• [Work to complete] Write out the entries below exactly, from the first line to the one with "Which roads connect where in the map", both ends included.

Collected data
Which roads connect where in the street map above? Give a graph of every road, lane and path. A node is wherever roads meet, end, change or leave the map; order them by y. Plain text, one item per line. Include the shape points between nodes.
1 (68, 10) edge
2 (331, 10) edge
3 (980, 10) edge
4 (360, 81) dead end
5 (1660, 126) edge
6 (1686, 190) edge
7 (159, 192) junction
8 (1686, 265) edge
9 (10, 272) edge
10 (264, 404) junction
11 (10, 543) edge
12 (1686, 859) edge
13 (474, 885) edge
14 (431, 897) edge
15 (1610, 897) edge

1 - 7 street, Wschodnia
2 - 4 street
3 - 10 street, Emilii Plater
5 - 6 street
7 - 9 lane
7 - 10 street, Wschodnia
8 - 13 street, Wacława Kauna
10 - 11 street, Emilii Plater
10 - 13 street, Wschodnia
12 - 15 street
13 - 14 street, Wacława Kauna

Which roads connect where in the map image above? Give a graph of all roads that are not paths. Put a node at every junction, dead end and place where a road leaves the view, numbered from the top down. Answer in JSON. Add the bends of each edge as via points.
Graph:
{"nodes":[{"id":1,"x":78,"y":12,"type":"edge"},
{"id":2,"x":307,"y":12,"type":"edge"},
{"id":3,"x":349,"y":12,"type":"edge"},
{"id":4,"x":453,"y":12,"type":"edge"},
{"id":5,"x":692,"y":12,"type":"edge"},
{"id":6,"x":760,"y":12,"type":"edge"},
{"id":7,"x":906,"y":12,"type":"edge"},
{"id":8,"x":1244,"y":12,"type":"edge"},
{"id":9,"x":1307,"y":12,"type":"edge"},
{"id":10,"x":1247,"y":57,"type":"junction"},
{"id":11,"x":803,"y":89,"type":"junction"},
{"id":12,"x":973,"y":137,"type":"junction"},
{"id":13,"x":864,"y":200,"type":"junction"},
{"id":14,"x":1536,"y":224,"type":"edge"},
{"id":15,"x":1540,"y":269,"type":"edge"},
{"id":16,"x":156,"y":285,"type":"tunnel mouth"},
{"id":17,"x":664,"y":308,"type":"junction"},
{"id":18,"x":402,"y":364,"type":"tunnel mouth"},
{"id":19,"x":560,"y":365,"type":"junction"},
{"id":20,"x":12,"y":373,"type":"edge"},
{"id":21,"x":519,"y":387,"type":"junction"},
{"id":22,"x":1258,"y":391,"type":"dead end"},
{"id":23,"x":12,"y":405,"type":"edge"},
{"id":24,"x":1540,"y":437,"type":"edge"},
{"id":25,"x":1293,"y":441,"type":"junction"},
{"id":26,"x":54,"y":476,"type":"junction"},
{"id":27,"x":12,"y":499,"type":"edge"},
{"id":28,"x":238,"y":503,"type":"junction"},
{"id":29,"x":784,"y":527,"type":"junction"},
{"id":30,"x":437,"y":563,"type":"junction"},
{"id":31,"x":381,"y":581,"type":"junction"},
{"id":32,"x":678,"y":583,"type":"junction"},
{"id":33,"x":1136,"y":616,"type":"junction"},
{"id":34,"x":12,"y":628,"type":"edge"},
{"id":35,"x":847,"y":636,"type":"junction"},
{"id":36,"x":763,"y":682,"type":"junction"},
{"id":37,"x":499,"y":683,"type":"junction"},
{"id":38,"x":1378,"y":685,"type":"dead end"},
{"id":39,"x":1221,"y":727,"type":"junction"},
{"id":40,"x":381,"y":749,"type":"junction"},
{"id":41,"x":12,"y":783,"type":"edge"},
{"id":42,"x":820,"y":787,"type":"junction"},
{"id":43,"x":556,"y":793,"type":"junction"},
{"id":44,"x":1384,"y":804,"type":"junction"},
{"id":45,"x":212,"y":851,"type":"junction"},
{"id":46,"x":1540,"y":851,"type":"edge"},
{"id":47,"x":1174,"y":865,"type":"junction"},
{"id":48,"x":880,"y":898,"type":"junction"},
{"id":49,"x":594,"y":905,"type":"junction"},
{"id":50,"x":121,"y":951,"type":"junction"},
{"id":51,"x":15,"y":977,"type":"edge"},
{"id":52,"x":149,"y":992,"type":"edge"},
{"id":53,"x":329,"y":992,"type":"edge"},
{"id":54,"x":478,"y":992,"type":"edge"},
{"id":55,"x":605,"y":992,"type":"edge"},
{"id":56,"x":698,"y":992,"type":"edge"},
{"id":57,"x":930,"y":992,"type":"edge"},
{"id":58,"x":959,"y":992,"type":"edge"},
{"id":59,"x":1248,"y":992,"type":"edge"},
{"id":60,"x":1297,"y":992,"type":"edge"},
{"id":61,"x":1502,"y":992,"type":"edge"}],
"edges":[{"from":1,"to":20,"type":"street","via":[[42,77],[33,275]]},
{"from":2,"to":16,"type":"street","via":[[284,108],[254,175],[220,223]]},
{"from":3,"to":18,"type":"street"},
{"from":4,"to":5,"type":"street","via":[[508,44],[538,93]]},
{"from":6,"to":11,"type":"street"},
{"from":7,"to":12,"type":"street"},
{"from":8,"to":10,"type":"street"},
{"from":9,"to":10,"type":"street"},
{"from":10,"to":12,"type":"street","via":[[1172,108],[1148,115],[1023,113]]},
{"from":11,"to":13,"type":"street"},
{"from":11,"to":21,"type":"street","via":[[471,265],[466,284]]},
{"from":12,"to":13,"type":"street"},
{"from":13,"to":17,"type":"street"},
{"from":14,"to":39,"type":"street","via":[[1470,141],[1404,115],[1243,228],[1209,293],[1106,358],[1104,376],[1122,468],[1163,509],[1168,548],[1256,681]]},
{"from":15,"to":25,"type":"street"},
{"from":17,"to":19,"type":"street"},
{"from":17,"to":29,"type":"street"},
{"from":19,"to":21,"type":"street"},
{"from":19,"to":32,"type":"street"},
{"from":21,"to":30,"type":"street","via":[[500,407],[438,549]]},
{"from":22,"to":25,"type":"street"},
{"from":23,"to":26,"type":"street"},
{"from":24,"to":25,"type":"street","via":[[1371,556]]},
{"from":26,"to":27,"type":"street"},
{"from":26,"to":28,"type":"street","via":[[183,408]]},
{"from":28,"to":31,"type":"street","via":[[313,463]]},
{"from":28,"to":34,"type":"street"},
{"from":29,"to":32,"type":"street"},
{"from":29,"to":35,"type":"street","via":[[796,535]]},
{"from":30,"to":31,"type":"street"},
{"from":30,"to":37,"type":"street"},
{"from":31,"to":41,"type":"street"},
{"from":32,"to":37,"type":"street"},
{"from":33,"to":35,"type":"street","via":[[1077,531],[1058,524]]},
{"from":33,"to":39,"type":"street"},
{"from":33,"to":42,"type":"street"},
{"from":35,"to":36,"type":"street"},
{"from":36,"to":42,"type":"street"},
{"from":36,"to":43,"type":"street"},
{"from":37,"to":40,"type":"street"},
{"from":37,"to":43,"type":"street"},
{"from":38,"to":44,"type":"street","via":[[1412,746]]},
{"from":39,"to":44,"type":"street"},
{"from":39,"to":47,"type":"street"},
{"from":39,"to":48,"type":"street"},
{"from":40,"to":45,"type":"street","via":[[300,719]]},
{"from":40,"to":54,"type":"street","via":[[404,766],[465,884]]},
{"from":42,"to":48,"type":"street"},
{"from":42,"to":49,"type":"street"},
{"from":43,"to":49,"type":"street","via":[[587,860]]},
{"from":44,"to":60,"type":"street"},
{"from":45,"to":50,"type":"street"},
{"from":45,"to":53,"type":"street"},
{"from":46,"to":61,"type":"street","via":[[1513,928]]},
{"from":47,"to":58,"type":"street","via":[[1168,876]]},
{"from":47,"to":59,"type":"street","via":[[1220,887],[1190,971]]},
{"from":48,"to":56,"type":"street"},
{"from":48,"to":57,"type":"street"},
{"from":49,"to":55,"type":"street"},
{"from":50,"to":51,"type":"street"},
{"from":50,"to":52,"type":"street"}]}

• [Reply]
Which roads connect where in the street map above? Give a graph of every road, lane and path. A node is wherever roads meet, end, change or leave the map; order them by y. Plain text, one item per line. Include the shape points between nodes.
1 (68, 10) edge
2 (331, 10) edge
3 (980, 10) edge
4 (360, 81) dead end
5 (1660, 126) edge
6 (1686, 190) edge
7 (159, 192) junction
8 (1686, 265) edge
9 (10, 272) edge
10 (264, 404) junction
11 (10, 543) edge
12 (1686, 859) edge
13 (474, 885) edge
14 (431, 897) edge
15 (1610, 897) edge

1 - 7 street, Wschodnia
2 - 4 street
3 - 10 street, Emilii Plater
5 - 6 street
7 - 9 lane
7 - 10 street, Wschodnia
8 - 13 street, Wacława Kauna
10 - 11 street, Emilii Plater
10 - 13 street, Wschodnia
12 - 15 street
13 - 14 street, Wacława Kauna

Which roads connect where in the map image above? Give a graph of all roads that are not paths. Put a node at every junction, dead end and place where a road leaves the view, numbered from the top down. Answer in JSON. Add the bends of each edge as via points.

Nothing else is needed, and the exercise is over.